3.5. Enantiomeric Analysis

The enantioselective analysis of the EO was performed on the GC-MS instrument cited before, using the chiral capillary column MEGA-DEX-DET-Beta (Diethyl tertbutylsilyl-β-cyclodextrin; 25 m × 0.25 mm × 0.25 μm). The analytical conditions were the same as those used for the qualitative analysis of the oil, except the oven temperature, which was kept at 60 °C (5 min), then increased to 220 °C (5 min) at a rate of 2 °C/min. The enantiomeric distribution and enantiomeric excess of each enantiomeric pair were determined by comparison with authentic reference compounds.

3.6. Inhibition of Cholinesterase (AChE and BuChE)
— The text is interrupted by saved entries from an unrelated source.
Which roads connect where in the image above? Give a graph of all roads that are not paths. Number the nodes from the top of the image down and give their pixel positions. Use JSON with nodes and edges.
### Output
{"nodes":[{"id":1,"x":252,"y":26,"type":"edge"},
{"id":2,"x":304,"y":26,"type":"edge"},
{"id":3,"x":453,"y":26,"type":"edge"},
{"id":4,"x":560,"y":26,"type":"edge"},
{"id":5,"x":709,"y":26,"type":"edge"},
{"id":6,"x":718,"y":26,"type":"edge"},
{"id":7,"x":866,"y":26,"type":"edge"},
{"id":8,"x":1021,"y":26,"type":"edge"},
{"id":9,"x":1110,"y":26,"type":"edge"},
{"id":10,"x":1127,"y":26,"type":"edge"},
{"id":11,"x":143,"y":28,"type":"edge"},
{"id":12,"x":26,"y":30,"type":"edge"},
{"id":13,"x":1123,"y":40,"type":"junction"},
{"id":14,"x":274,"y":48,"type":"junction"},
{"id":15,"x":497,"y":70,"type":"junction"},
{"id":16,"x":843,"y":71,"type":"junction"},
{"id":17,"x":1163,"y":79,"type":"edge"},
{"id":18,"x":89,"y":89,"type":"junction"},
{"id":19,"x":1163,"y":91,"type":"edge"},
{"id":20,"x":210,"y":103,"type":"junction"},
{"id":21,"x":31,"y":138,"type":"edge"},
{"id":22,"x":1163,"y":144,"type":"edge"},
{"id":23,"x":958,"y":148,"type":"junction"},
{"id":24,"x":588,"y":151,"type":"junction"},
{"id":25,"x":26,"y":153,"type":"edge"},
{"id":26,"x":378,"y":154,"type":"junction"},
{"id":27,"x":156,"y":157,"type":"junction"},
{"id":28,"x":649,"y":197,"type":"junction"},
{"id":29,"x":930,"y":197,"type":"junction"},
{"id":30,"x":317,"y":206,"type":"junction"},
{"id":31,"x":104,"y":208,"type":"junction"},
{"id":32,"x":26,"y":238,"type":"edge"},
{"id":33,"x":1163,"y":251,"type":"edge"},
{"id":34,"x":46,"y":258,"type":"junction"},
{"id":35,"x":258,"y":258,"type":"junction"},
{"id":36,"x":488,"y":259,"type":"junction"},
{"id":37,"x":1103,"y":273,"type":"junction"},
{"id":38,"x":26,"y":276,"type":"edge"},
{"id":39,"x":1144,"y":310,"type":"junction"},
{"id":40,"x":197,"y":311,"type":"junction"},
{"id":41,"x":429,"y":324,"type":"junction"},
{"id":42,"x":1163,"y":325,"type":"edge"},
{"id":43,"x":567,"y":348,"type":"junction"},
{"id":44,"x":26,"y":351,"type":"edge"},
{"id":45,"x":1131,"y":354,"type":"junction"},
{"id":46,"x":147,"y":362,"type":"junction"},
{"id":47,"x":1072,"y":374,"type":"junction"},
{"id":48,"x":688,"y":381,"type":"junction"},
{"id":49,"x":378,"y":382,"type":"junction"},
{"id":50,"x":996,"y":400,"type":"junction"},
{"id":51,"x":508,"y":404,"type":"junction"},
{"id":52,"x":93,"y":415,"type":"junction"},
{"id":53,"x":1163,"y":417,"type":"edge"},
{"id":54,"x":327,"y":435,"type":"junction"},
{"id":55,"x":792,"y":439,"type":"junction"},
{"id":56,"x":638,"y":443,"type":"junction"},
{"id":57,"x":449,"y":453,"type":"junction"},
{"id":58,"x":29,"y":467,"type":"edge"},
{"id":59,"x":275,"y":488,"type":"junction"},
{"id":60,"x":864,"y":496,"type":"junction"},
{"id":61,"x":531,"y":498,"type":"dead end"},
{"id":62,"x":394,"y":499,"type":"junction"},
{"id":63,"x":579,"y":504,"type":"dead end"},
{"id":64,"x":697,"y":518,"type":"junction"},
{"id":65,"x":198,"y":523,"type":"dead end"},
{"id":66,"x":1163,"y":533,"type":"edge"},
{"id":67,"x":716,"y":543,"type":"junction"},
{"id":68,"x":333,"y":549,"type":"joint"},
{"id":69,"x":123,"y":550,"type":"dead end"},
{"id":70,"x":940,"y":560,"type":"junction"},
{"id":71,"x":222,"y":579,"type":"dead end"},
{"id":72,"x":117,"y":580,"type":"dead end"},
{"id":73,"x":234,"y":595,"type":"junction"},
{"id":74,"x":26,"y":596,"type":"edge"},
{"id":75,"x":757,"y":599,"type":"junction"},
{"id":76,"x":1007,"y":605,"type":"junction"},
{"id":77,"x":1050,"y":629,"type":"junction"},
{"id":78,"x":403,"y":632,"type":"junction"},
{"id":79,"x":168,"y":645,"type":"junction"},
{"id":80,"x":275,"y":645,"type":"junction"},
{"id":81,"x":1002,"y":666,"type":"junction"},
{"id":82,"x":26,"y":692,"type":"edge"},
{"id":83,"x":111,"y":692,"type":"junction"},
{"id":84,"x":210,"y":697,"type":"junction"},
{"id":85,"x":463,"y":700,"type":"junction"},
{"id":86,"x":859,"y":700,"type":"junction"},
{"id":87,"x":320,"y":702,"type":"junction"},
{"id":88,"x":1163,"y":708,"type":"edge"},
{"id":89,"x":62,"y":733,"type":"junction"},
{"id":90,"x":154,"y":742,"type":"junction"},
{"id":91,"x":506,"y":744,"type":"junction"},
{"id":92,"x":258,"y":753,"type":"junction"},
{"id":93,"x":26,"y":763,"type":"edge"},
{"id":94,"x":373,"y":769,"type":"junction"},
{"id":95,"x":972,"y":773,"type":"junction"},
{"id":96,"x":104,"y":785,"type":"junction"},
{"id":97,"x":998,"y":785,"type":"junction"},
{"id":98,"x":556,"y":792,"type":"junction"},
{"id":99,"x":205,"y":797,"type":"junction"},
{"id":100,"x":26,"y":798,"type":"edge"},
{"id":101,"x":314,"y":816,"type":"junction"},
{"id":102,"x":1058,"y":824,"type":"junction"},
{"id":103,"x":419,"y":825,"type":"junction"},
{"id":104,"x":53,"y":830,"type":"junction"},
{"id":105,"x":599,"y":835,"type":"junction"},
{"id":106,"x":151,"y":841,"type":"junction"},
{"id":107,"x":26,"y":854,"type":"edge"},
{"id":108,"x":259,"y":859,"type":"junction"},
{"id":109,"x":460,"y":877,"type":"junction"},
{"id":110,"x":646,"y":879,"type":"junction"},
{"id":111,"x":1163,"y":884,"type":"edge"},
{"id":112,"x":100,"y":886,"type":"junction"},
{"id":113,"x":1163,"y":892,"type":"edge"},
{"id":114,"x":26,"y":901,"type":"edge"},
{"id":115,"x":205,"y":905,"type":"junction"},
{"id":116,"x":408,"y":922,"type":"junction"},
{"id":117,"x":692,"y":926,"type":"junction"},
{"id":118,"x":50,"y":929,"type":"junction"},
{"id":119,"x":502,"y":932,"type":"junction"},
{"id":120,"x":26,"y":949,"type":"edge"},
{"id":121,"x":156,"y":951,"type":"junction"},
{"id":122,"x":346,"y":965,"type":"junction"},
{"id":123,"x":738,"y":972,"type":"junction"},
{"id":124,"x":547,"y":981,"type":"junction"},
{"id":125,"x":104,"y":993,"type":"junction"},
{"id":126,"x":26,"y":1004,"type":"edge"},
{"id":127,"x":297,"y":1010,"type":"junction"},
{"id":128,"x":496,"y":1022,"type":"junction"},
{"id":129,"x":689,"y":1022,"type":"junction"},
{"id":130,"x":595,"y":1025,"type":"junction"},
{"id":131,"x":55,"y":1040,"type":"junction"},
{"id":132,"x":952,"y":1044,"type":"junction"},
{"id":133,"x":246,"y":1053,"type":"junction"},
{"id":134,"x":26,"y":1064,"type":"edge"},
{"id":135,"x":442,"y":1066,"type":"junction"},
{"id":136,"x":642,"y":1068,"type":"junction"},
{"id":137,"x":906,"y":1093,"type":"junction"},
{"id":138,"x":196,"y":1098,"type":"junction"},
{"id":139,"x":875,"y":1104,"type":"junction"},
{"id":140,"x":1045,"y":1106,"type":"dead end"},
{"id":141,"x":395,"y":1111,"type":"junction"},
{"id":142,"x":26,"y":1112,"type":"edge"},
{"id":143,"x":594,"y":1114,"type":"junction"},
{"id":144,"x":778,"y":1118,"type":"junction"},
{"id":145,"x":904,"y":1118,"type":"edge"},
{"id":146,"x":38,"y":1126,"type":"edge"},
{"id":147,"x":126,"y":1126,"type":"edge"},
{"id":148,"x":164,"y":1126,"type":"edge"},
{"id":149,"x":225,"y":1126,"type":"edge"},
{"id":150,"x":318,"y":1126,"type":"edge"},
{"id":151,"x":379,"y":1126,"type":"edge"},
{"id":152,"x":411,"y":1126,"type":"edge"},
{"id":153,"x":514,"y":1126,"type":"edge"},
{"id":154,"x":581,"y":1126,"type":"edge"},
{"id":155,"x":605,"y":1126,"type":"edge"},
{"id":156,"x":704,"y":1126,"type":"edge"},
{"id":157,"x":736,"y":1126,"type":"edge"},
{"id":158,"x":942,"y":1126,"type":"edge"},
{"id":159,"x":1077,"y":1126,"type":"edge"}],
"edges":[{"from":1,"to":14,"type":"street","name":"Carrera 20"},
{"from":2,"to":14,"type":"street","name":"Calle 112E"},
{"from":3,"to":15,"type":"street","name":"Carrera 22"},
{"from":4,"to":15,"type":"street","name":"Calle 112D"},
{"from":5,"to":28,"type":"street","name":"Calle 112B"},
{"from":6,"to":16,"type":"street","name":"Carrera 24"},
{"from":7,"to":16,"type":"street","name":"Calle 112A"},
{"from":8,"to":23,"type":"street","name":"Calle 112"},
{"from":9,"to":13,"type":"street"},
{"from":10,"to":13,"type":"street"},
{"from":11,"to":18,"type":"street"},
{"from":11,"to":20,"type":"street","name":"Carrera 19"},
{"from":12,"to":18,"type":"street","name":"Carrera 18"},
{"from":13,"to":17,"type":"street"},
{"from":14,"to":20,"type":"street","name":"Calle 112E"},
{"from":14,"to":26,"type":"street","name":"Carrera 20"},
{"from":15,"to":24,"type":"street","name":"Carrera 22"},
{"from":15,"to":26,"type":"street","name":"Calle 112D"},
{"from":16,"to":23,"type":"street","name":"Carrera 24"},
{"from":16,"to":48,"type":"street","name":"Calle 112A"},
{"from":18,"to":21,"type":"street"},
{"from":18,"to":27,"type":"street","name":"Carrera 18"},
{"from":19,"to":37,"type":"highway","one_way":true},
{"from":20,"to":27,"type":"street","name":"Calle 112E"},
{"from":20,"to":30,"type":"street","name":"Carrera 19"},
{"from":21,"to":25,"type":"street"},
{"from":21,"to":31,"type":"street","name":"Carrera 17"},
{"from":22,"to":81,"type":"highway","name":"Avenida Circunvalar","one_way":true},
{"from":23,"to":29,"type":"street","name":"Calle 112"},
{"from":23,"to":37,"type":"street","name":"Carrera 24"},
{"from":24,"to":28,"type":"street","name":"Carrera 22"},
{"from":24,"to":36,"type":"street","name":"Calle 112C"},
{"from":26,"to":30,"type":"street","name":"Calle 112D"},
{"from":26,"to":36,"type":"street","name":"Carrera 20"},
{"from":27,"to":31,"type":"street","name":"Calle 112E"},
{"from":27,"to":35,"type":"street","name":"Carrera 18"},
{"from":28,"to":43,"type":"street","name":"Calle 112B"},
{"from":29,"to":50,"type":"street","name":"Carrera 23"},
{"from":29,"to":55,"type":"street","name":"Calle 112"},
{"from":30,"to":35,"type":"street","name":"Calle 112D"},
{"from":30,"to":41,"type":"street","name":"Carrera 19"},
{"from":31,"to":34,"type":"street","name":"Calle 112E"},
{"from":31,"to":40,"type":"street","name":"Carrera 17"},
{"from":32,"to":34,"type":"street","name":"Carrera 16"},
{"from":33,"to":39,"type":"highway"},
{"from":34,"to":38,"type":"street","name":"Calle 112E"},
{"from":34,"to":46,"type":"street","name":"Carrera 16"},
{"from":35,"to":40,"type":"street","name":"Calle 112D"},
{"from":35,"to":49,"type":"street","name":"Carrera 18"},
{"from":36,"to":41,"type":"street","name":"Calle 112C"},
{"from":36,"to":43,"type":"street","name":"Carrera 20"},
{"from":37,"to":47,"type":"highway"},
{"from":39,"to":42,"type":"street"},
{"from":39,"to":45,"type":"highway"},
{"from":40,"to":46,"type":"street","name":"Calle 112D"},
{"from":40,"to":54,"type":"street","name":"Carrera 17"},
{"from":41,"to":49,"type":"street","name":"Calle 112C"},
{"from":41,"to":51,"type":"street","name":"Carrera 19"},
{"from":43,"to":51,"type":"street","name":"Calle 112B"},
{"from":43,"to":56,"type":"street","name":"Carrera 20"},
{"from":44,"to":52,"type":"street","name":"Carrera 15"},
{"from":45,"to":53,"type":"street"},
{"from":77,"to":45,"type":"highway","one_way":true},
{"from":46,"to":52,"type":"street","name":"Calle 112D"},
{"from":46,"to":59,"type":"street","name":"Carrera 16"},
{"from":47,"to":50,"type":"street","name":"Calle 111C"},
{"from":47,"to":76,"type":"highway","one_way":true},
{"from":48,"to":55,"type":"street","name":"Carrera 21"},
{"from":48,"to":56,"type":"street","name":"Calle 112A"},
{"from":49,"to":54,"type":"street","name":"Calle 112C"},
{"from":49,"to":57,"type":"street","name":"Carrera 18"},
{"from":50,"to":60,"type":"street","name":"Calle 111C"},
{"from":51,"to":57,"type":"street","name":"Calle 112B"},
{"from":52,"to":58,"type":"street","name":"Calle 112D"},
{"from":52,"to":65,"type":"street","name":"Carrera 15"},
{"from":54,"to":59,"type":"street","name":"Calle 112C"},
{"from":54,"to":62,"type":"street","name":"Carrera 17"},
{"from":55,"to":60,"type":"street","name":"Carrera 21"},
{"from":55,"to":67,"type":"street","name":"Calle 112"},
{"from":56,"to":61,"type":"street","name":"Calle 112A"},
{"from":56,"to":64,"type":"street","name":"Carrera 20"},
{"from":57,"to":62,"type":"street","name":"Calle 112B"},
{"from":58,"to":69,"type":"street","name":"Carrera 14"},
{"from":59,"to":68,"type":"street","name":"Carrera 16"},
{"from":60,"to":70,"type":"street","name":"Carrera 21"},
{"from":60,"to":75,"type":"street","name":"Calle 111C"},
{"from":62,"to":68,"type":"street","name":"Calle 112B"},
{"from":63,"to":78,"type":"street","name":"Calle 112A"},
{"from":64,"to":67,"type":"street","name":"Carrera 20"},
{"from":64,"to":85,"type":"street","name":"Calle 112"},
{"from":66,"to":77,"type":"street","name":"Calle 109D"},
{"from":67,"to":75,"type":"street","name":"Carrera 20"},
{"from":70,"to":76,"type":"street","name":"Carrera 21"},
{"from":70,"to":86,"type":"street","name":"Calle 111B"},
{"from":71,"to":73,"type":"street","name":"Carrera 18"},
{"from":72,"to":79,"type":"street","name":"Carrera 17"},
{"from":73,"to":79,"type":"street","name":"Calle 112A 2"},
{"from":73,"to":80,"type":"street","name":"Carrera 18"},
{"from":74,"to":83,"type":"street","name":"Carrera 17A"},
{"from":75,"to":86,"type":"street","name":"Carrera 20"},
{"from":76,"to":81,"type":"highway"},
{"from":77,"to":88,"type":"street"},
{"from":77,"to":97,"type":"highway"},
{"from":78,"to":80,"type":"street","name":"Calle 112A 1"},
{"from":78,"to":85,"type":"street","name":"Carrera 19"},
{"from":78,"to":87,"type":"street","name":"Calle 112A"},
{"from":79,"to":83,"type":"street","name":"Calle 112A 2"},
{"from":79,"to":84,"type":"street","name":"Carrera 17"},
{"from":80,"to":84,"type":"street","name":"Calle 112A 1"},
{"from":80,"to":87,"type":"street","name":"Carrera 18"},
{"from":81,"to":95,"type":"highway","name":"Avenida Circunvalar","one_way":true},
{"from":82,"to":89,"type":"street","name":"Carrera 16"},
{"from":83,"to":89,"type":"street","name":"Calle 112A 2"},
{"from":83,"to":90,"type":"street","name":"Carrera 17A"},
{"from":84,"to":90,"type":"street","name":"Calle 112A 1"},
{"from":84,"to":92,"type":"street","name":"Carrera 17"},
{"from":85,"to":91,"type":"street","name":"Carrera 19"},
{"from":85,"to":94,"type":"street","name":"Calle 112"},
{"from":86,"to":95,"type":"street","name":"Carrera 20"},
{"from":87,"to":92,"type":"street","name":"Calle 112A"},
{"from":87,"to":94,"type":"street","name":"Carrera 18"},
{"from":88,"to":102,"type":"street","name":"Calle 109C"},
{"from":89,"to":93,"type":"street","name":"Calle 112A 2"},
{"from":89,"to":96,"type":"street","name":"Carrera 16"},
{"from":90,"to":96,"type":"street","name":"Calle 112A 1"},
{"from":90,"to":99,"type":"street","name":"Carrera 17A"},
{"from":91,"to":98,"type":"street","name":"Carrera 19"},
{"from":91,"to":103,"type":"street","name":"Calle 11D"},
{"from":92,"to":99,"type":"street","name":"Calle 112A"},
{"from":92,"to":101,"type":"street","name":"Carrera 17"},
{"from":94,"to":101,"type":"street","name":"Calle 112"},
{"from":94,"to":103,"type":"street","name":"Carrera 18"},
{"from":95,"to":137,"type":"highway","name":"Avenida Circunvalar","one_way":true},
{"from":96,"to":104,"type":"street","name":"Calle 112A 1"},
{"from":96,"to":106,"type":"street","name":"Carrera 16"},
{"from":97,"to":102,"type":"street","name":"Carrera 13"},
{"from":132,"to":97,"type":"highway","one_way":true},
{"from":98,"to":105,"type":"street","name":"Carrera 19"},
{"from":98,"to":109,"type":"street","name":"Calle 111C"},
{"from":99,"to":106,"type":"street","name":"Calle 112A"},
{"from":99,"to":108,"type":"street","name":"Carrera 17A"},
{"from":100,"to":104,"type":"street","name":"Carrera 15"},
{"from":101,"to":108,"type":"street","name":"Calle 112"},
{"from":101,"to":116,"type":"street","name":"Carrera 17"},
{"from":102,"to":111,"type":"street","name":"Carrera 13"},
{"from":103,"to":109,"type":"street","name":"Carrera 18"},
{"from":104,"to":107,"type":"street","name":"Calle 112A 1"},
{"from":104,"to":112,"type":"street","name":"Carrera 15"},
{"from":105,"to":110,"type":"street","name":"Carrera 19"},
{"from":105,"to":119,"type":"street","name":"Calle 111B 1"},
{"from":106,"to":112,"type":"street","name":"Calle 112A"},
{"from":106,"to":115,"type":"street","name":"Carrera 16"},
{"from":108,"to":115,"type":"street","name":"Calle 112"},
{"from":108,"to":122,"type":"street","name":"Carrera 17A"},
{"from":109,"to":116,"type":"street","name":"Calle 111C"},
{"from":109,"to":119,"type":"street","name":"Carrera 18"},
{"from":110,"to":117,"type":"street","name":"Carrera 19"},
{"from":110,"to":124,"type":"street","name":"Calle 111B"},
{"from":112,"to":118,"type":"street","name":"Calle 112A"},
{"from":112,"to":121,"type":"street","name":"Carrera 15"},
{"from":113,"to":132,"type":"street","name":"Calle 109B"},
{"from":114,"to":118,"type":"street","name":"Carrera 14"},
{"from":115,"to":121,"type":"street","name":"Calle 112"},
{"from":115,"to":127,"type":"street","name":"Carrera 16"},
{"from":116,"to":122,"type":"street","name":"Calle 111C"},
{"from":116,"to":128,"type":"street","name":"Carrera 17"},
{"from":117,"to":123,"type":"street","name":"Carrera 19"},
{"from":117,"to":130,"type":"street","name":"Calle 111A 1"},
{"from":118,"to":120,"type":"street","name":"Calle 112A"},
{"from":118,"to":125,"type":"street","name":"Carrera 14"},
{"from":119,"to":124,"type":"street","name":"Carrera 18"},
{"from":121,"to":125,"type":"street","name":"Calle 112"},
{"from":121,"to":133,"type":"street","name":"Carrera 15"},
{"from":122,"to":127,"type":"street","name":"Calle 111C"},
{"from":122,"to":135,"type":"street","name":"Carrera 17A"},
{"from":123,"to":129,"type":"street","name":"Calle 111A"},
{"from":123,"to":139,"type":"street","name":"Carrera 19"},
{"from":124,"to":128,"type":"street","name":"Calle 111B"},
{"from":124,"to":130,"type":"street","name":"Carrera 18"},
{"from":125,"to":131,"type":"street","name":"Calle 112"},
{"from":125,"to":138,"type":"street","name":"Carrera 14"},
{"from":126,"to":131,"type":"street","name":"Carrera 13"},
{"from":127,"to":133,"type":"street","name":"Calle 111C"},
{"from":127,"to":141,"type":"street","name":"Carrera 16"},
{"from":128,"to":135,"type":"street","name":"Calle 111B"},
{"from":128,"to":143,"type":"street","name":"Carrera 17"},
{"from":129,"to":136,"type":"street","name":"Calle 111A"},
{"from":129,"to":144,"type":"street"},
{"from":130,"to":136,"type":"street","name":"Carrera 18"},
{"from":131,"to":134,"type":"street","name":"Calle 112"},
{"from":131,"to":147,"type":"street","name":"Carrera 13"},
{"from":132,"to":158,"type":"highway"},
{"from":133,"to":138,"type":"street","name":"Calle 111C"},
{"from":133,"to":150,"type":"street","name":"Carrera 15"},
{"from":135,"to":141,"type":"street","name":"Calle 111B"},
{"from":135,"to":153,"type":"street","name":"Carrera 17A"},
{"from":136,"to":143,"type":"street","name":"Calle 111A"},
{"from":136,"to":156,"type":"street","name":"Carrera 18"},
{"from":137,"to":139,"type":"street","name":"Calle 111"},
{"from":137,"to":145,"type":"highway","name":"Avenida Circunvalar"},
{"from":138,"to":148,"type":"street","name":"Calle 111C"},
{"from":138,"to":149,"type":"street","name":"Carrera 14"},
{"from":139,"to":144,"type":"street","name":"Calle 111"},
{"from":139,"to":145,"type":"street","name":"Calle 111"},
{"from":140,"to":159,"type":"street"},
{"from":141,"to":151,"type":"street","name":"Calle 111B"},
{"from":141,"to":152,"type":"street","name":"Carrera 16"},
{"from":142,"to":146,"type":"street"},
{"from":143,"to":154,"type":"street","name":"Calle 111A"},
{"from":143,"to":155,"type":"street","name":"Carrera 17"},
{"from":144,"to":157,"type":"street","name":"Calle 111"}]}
The inhibitory activity of cholinesterases (ChEs) by the EO was determined by a colorimetric process based on the methodology established by Ellman et al. [52], against acetylcholinesterase (AChE, from Electrophorus electricus, Sigma Aldrich, C3389, St. Louis, MO, USA) and butyrylcholinesterase (BuChE, from an equine serum, Sigma Aldrich, SRE020, Missouri, USA). The two enzymes catalyze the hydrolysis of choline esters such as acetylthiocholine (ACh) [53]. A phosphate-buffered saline solution (200 μL, pH 7.4), DTNB or Ellman reagent (1.5 mM) and an EO sample dissolved in DMSO (1% v/v) were used for the test. The enzymes AChE and BuChE were separately dissolved in the phosphate-buffered saline solution, using 25 mU/mL for each test. After 10 min of pre-incubation, acetylthiocholine iodide (1.5 mM) was added to start the reaction. After 30 min of incubation at 30 °C, the reaction kinetics were read in 96-well microtiter plates by a Varioskan Flash (Thermo Fisher Scientific, Waltham, MA, USA) detection system. Enzymatic activities were calculated for increasing concentrations, from 0.05 to 250 µg/mL (see Figure 1) of the EO dissolved in DMSO. For the assay, false-positive results (>100 µg/mL), due to the possible presence of amines or aldehydes, were excluded [54]. All measurements were performed in triplicate. The IC50 inhibition values were calculated using a nonlinear regression model (GNUPLOT package, www.ic50.tk (accessed on 1 March 2021), www.gnuplot.info (accessed on 1 March 2021)). Donepezil was used as a reference inhibitor [55] for both enzymes, AChE (IC50 = 0.04 µg/mL) and BuChE (IC50 =3.6 µg/mL).

4. Conclusions

The EO steam-distilled from the aerial parts of S. leucantha, collected in Southern Ecuador, contained a high amount of sesquiterpene hydrocarbons. The most abundant components were 6.9-guaiadiene, (E)-caryophyllene, bornyl acetate, germacrene D, (E)-β-farnesene, and bicyclogermacrene. The enantioselective analysis of the oil, performed for the first time, indicated the presence of four non-racemic pairs of enantiomers. Moreover, the EO of S. leucantha exhibited an interesting selective inhibitory activity against the enzyme BuChE. The value of IC50 = 32.60 µg/mL is possibly the highest for EOs from Salvia species [51]. The oil can therefore be considered as a source of bioactive phytochemicals and phytotherapeutics for humans due to its potential anti-Alzheimer activity.